US-based General Electric and the Tata Group today announced partnership to manufacture components of commercial jet engines in India, saying that they will also look at opportunities to make military engine and aircraft system in the country. In a joint statement, GE and Tatas said they had on November 29 signed an agreement “to manufacture CFM International LEAP engine components in India, for the global supply chain”. The LEAP engine, which powers the next generation of single-aisle commercial jets, was developed by CFM International — a 50-50 joint venture company between GE Aviation and Safran Aircraft Engines of France. The CFM LEAP engine parts manufactured in India will be sourced for GE’s global supply chain, the statement said. “Under the strategic partnership, GE Aviation and Tata Sons’ subsidiary, Tata Advanced Systems Ltd (TASL), will join forces for manufacturing, assembling, integration and testing of aircraft components,” it said.

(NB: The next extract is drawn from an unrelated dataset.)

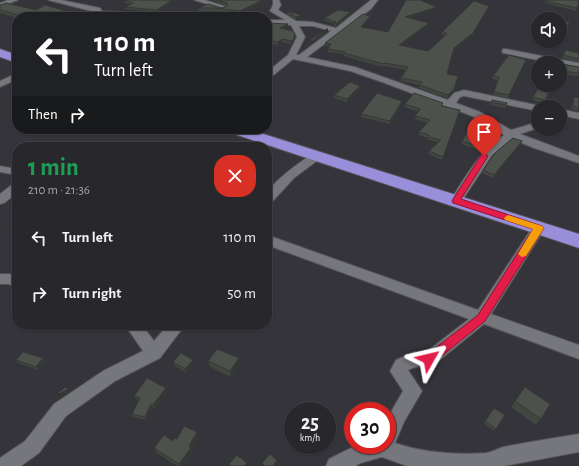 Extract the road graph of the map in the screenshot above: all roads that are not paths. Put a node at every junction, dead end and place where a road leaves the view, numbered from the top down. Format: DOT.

A new Centre of Excellence (COE) will be established to help develop a robust ecosystem for aircraft engine manufacturing in India, and build related capabilities. The two companies also announced their intention to jointly pursue military engine and aircraft system opportunities for the India market. GE Chairman and CEO John L Flannery said collaboration with Tata Group will support the ‘Make in India’ vision of the Indian government. “We look forward to working with GE to build more expertise and strengthen India’s defence manufacturing capabilities,” said N Chandrasekaran, Chairman of Tata Sons.
“Tata group’s partnership with GE will help drive synergies in defence manufacturing and focus on innovation to support our armed forces.” GE currently provides the jet engines and marine gas turbines for many Indian military applications including the Air Force Light Combat Aircraft-Tejas Mk 1, Indian Navy P-8I aircraft, and P-17 Shivalik class frigates. Also, several military programmes under development that include the Light Combat Aircraft-Tejas Mk 2, P-17A & P-71 ships, and the AH-64 attack helicopters, will be powered by GE engines. TASL has capabilities throughout the aerospace value chain from design to full aircraft assembly.